FILE PHOTO: New Hampshire Secretary of State Bill Gardner answers a question in his office at the State House in Concord, New Hampshire December 17, 2014. . REUTERS/Brian Snyder
Gardner, 70, has held that role since 1976, when Democrat Jimmy Carter and Republican Gerry Ford won the state’s nominating primary. Now he faces his first challenger in decades in Colin Van Ostern, a failed gubernatorial candidate.
Both candidates are Democrats, but Van Ostern is looking to capitalize on anger among Democrats in the state over Gardner’s role in a now-defunct commission Republican President Donald Trump named to investigate allegations of voter fraud in the 2016 elections.
The same wave of anti-Trump sentiment helped Democrats regain majorities in both chambers of the legislature in the Nov. 6 elections.
Van Ostern, who unsuccessfully sought the Democratic gubernatorial nomination this year, has campaigned aggressively for the job, while Gardner has taken a more stand-back approach.
Gardner has long been tasked with protecting the state’s key role in presidential politics. New Hampshire’s nominating primary, where each party selects its candidate, is by tradition the second major contest in U.S. campaign seasons after Iowa’s caucus, followed by a state-by-state series of contests.

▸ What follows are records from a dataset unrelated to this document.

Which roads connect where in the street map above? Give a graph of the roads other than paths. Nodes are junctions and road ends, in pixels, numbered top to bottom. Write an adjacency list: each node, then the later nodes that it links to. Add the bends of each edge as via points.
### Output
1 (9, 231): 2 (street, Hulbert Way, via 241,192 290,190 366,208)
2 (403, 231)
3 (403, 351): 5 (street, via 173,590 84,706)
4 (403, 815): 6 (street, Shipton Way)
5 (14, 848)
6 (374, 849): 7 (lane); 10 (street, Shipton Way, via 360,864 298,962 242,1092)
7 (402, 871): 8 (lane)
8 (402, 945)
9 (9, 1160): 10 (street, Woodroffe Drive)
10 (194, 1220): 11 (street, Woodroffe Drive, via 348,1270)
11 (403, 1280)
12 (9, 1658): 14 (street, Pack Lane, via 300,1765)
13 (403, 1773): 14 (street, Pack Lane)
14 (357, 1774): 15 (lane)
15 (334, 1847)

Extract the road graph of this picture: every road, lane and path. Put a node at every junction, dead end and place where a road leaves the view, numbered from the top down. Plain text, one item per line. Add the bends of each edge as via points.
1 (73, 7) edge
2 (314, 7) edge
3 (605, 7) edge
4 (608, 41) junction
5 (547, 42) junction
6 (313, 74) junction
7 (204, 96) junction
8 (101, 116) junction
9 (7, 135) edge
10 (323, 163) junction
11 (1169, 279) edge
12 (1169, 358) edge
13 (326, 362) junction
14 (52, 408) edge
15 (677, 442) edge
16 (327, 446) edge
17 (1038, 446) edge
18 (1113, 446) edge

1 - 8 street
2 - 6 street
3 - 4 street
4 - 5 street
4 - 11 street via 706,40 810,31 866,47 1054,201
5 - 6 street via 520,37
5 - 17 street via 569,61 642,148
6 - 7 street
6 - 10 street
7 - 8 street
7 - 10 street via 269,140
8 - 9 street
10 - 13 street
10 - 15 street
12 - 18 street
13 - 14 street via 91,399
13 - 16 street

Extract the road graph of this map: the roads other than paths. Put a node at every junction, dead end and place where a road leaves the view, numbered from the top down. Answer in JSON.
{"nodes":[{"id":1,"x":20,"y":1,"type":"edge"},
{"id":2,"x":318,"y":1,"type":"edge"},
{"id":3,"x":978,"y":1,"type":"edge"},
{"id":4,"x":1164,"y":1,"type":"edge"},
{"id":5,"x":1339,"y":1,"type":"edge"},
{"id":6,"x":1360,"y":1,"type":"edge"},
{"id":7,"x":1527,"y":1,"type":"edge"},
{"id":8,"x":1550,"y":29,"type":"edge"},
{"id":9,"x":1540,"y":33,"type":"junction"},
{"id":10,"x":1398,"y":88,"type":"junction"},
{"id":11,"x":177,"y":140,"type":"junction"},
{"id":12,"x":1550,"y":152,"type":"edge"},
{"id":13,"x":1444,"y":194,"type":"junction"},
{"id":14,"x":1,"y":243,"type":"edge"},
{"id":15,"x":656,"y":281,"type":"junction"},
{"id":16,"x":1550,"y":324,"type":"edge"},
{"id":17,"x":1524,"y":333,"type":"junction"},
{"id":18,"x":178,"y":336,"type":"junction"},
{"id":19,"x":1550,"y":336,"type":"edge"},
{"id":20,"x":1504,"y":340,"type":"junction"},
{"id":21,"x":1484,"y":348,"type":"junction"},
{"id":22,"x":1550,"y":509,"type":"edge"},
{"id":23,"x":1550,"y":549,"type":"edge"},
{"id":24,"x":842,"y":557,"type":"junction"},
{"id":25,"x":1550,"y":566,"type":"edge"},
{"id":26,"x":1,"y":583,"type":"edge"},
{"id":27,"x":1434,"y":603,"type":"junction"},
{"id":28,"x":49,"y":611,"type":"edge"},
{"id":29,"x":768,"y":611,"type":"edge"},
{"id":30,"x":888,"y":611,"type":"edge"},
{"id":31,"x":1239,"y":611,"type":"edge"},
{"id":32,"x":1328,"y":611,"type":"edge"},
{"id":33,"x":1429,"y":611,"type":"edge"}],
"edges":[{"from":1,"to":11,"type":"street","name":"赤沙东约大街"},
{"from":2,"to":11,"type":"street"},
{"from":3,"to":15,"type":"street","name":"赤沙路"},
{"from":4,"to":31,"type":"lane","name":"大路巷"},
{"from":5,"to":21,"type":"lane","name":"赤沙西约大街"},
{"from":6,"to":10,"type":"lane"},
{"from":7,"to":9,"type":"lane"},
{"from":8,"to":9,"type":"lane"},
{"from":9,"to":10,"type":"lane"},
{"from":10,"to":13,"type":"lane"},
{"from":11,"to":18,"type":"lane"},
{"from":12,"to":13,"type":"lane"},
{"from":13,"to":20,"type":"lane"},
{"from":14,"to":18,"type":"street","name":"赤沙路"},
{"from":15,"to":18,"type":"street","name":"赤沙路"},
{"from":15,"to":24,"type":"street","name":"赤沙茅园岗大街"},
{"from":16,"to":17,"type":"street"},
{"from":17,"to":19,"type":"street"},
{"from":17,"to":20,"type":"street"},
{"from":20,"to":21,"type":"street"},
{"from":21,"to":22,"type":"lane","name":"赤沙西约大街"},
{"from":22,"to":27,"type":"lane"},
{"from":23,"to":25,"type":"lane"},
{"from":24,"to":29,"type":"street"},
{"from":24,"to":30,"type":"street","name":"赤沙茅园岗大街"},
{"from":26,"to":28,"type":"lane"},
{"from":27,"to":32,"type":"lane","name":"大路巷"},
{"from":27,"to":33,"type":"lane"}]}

The New Hampshire primary is preceded by months of visits by prospective candidates and hordes of media, an economic and public relations bonanza for the small and largely rural state. It also preserves an increasingly rare style of retail politics where candidates for the White House answer voters’ questions in town halls and shake hands in diners, rather than communicating mainly through TV and online ads.
New Hampshire law mandates that its primary occur at least a week before any similar contests in other states, a position that Gardner guarded carefully through the 2008 and 2012 campaign cycles when the state’s primary was squeezed into early January.
That timing did not suit the national Democratic and Republican parties, which concluded that it pushed too much campaign activity into the holiday period when many Americans were not paying attention to politics. The primary slipped back into February in 2016.
Before that contest, Gardner remained cagey about what he would do, saying in an interview, “I have never set the date and then changed it. I wait until I feel it’s safe to do it and then I do it.”